That Friday was a windy day in south Florida — the stiff breeze prevailed at 18 mph and ever so often, huffed and puffed a gust over 20. After my being kicked around by wind over open waters the last two weeks, I'd had enough. Under a cloud dappled sky at 4 a.m., I eased into the easier backwaters that featured the wind-shadowed shelter of canals and mangroves. My plan was to greet the dawn to the accompaniment of rolling tarpon so far inland the water was almost brackish.
The tarpon did show up as planned, but as they often do, did lots of rolling but very little biting. Since I was no stranger to this behavior — particularly in this weather — I brought a 12-pound spinner that I fished with my favorite natural bait for this area- ladyfish chunks. I simply let my offering soak on an open bail while I cast every artificial seemingly imaginable with my plug rods.
After about 30 minutes, the line suddenly flew off the reel. I quickly reeled in the plug outfit, picked up the spinner, closed the bail and struck. My hookset was solid and the rod bent deeply as the fish roared line off my reel. The speed of the run was disturbingly fast against my tight drag.
I'd thought my fish was simply a non-jumping tarpon at first, but when the fish beelined towards a nearby dock, I was less sure. With lots of fast-stroke pumping and spool-fingering, I was able to turn the fish back into open water. During the 5 minute fight that ensued, I still went back to the assumption my fish was a silver king.

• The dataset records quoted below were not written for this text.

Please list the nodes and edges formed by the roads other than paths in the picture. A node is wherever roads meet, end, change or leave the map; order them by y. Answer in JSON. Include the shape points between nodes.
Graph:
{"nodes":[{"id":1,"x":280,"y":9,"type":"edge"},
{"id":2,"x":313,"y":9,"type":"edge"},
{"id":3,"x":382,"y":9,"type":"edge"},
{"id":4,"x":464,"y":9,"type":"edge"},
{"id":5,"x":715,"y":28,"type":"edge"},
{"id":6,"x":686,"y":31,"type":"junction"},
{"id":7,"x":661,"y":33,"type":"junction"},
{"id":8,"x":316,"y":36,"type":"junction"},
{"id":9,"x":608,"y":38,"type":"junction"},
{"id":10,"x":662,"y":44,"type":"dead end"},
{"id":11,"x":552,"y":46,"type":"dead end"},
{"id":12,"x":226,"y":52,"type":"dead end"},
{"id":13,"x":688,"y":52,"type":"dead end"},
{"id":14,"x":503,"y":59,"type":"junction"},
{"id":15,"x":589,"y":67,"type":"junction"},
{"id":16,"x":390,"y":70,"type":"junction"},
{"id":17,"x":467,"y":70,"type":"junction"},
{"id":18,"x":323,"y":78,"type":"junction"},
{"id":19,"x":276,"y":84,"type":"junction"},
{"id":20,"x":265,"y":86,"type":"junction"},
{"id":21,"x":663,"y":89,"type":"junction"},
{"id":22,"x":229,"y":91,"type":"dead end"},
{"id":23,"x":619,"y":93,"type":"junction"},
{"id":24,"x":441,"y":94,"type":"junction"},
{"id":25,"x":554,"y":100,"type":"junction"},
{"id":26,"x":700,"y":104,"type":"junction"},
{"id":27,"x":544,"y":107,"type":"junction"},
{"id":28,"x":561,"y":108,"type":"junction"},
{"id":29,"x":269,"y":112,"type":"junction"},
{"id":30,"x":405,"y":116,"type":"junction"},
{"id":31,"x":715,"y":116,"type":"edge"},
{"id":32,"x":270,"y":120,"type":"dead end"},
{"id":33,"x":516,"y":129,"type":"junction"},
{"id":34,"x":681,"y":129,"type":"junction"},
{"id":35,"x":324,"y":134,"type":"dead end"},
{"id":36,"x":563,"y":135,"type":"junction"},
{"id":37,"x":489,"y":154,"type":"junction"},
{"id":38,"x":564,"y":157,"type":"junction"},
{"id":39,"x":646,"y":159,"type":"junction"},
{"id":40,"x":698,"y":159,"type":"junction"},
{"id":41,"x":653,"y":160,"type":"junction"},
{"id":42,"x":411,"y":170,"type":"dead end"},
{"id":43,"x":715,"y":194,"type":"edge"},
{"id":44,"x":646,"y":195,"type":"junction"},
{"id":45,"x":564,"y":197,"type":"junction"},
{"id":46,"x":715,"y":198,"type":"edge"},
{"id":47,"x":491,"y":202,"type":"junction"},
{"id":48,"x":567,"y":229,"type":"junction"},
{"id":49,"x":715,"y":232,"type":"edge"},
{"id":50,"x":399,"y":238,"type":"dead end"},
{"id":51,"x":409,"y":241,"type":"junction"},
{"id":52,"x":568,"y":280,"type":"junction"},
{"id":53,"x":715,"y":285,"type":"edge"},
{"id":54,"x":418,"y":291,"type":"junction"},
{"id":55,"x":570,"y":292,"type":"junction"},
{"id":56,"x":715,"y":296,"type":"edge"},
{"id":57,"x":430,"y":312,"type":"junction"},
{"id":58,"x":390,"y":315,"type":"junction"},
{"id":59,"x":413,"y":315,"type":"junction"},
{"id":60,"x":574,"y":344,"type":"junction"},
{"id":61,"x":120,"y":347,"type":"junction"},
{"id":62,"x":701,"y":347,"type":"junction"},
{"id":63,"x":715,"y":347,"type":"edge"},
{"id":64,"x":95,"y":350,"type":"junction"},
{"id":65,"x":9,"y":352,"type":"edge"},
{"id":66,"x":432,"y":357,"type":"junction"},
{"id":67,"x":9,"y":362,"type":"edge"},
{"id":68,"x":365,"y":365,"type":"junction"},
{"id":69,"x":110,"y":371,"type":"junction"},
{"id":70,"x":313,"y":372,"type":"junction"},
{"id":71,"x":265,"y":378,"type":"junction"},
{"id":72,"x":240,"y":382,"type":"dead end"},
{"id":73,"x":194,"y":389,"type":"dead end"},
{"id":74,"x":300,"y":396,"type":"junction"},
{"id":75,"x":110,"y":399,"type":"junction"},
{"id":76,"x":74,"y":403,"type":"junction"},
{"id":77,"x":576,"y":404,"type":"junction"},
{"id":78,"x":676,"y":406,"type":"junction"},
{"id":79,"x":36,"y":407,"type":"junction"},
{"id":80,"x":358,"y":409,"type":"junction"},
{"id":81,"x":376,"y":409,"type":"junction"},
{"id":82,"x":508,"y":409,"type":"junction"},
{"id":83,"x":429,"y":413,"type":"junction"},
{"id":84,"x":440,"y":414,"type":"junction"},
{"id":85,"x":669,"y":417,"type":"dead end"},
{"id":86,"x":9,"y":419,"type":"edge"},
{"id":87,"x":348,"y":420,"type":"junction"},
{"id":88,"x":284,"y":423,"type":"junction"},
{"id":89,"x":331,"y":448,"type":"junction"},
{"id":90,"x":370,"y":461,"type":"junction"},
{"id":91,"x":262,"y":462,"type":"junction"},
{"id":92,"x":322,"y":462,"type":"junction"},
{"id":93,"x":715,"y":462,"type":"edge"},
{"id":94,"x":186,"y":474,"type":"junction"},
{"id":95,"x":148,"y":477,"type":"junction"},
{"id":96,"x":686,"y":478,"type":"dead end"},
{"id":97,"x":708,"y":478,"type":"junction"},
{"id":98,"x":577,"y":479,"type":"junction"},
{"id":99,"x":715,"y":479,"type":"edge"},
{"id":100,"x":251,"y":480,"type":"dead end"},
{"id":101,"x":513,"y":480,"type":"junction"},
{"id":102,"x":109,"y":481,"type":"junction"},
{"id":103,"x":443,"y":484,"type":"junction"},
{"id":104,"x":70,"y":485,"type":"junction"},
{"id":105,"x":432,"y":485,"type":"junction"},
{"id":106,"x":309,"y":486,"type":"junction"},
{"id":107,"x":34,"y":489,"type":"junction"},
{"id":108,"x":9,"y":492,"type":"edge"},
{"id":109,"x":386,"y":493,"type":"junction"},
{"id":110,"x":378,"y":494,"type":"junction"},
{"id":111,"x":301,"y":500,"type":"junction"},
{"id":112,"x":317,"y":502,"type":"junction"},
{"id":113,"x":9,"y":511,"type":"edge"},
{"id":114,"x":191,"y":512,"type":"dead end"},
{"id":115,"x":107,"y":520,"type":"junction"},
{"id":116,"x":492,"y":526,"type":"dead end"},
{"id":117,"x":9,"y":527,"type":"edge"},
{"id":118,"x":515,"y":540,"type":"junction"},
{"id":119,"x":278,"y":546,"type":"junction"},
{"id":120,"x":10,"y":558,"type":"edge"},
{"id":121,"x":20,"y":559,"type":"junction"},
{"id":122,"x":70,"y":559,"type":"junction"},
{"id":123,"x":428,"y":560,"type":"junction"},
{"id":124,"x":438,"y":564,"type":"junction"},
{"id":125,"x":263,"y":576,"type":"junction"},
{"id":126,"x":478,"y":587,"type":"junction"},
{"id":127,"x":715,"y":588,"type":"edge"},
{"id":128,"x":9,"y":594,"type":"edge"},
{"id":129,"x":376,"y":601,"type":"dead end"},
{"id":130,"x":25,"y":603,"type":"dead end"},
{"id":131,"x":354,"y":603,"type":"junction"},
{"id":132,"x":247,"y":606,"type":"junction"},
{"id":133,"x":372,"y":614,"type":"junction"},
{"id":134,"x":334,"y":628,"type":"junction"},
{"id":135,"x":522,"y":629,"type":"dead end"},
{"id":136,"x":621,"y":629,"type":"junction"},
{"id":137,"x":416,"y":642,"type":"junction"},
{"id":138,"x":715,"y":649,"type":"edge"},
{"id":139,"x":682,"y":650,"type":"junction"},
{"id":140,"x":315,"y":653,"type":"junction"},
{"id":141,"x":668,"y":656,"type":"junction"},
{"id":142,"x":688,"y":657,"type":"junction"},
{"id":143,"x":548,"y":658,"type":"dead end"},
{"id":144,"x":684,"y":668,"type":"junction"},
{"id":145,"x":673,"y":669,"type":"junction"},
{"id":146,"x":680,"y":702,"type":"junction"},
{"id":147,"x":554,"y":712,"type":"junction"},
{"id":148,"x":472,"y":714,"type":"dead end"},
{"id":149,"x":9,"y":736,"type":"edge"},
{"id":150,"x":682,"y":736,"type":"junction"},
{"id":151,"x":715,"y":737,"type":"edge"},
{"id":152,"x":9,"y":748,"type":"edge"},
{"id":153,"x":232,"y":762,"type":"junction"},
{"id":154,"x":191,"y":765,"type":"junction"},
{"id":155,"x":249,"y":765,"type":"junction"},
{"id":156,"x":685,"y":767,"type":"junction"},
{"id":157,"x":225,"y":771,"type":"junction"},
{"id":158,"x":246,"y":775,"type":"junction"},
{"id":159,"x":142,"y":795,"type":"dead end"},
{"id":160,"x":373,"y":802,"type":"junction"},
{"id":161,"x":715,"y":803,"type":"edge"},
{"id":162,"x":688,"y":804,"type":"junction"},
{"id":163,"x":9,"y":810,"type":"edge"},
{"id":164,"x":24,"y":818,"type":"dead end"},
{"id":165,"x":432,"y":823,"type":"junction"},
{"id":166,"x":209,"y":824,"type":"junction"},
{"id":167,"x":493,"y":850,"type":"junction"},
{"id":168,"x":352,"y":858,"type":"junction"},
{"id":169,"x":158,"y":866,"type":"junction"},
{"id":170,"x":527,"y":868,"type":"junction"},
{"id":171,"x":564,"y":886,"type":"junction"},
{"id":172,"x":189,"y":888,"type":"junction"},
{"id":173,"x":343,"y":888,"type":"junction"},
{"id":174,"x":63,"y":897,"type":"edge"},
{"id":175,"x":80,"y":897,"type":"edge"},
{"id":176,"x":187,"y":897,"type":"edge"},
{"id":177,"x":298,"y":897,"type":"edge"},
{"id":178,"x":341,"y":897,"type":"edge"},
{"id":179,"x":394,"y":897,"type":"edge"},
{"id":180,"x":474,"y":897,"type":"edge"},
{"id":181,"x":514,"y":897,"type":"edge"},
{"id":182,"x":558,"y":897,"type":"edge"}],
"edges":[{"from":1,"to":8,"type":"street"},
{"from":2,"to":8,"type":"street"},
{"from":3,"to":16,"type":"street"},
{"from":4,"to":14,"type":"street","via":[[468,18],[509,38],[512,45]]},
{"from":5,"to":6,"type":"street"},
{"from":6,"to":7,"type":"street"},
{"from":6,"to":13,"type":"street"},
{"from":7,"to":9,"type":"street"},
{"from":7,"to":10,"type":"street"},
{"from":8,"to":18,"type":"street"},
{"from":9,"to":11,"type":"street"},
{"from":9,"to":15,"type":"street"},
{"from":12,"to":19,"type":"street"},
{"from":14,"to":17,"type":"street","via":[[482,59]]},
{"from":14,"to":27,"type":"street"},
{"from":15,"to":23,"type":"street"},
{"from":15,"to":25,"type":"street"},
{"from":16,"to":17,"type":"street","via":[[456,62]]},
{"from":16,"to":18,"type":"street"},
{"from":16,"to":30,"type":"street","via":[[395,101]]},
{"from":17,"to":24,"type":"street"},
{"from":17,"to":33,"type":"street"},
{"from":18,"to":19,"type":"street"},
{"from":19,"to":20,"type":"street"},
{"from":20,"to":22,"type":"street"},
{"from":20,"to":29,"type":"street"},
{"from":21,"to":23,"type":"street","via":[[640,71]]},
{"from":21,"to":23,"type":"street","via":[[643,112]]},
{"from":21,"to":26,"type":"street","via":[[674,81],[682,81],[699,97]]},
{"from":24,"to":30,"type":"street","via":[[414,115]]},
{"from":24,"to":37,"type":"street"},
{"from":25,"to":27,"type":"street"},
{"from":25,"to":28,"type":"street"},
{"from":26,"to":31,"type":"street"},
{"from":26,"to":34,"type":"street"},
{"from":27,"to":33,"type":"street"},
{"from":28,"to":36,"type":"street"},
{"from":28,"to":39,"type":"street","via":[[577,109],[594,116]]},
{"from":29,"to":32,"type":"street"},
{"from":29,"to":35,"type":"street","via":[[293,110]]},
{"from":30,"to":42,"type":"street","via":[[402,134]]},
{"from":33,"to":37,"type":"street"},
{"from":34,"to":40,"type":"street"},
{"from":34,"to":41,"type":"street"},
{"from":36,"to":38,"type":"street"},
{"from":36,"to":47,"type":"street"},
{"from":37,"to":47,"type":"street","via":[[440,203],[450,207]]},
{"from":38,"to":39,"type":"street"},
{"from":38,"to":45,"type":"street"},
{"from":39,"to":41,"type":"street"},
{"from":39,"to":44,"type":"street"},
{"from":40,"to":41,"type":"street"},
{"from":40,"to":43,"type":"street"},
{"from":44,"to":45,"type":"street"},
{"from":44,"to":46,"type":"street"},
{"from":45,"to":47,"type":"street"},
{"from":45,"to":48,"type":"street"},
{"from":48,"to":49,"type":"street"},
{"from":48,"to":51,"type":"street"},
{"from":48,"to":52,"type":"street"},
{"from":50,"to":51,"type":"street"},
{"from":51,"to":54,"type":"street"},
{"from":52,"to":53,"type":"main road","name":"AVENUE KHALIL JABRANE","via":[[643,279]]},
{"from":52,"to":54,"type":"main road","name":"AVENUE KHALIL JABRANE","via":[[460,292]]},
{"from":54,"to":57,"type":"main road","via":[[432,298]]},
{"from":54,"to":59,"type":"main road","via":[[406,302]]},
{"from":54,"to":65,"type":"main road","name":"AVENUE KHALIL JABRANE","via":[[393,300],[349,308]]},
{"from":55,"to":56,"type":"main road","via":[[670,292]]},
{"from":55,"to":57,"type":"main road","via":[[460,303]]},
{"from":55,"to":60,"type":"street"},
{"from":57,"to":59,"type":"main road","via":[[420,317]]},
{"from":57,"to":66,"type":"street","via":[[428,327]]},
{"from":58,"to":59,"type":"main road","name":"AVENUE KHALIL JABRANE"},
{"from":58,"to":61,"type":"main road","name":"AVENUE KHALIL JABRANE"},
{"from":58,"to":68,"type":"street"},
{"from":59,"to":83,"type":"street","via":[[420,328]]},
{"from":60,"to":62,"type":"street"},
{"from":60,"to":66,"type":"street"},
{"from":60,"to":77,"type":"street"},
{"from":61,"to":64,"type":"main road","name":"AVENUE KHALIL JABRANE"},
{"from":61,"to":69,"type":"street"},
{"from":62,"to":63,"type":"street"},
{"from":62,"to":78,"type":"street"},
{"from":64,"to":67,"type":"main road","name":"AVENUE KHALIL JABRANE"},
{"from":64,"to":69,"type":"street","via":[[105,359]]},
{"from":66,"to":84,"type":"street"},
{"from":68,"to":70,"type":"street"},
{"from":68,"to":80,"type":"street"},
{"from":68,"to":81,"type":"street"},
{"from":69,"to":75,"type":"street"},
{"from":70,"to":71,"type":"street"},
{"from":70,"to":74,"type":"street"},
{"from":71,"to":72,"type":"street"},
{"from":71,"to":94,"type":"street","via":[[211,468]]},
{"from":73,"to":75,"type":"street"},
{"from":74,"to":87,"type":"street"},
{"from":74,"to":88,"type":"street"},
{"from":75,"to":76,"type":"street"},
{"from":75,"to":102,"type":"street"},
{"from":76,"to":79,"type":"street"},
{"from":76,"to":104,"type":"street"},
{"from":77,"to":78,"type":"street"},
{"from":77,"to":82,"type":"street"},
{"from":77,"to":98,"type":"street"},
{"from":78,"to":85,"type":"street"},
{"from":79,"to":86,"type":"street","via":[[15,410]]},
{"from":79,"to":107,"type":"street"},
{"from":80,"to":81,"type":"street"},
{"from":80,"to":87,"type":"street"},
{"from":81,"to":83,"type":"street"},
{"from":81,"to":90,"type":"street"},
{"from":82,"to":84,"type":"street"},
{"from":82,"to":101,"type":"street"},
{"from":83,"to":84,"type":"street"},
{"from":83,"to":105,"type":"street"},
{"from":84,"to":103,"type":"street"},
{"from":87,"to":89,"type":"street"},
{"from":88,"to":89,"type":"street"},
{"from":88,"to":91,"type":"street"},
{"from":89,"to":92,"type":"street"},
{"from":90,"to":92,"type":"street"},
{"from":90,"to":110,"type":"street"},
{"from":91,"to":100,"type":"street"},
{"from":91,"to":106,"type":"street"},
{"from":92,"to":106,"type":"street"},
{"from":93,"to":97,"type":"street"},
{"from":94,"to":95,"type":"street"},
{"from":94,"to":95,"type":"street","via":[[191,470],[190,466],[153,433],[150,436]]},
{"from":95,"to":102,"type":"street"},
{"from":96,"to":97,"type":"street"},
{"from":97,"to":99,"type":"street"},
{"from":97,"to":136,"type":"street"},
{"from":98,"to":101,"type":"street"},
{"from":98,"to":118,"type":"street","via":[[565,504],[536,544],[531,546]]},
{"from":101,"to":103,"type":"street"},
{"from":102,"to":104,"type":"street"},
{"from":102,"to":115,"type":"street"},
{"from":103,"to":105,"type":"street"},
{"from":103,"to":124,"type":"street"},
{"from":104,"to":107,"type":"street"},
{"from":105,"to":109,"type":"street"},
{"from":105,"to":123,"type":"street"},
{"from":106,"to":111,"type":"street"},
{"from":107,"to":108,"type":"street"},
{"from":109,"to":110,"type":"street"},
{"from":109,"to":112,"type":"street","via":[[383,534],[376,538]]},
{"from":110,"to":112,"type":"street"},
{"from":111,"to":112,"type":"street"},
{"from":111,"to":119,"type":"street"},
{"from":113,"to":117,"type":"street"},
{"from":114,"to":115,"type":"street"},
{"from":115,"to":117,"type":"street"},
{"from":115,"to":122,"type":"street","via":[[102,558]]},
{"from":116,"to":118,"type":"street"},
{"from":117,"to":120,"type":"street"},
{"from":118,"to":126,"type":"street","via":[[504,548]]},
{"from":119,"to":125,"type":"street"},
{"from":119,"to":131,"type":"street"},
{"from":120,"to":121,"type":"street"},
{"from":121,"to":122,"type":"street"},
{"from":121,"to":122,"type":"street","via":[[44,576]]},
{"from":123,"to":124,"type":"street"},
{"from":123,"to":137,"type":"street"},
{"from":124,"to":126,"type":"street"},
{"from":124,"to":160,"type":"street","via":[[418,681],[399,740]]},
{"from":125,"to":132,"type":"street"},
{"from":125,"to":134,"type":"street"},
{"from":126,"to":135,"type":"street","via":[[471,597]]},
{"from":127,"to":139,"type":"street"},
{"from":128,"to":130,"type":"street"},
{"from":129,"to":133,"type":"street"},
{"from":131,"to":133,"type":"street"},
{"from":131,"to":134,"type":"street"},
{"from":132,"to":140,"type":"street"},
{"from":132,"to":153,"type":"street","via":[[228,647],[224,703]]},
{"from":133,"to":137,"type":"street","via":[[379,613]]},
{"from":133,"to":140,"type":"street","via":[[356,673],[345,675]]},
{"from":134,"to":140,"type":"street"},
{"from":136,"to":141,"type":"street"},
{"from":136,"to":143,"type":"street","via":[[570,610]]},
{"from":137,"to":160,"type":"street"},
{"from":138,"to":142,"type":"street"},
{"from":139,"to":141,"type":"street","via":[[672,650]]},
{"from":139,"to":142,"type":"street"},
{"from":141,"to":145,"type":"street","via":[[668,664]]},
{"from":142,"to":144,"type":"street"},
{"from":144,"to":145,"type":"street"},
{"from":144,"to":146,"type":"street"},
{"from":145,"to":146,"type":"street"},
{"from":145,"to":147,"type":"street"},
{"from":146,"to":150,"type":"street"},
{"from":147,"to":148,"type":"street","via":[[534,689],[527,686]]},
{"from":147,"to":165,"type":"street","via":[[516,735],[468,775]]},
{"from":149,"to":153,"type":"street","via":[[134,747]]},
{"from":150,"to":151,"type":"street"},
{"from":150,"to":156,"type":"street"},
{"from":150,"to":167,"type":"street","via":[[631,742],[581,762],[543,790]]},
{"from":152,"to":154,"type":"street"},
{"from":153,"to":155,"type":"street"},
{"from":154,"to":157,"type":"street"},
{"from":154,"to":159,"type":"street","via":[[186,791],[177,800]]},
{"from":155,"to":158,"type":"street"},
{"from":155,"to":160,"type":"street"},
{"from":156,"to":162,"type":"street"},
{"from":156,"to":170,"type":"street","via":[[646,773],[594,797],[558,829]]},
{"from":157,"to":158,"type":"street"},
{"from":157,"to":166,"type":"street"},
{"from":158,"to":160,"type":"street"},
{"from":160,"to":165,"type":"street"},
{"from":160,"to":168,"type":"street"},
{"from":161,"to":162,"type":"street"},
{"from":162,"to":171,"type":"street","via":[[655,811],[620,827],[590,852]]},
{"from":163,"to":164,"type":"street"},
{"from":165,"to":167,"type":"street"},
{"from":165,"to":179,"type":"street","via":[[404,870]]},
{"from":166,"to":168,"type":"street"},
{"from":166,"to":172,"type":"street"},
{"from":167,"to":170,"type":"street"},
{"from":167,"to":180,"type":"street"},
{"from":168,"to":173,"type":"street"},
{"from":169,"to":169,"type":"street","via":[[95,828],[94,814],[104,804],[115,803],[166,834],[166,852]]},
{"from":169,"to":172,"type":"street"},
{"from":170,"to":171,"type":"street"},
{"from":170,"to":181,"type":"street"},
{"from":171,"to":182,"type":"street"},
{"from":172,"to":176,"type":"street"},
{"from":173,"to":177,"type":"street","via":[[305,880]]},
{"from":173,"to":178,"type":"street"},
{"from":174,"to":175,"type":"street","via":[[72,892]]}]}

As my last few pumps brought the double line into my rod tip, I glanced into the water to find the surfacing fish. Moments later, my last two pumps brought up a huge snook. Though I was alone and without a camera, some quick measuring would augment my memory and later computations would put the snook at over 30 pounds. I knew this felt correct as this fish was considerably larger in girth and length than the 24-pound monster I caught in Jupiter Inlet. I relished the release of this line-sided mama that would hopefully make many more snooklets.
An hour later, I decided to leave the area. Having just caught the largest snook in my angling career, I felt drunk on a kind of gloating bravado. I looked at the tarpon that were still rolling. Before my trophy, these fish held me captive...but now, who cared?
As I turned the ignition key and my Yamaha quickly fired up, I thought to myself it felt good to feel a little gloating. After all on this heady morning, I'd seen "silver go to lining."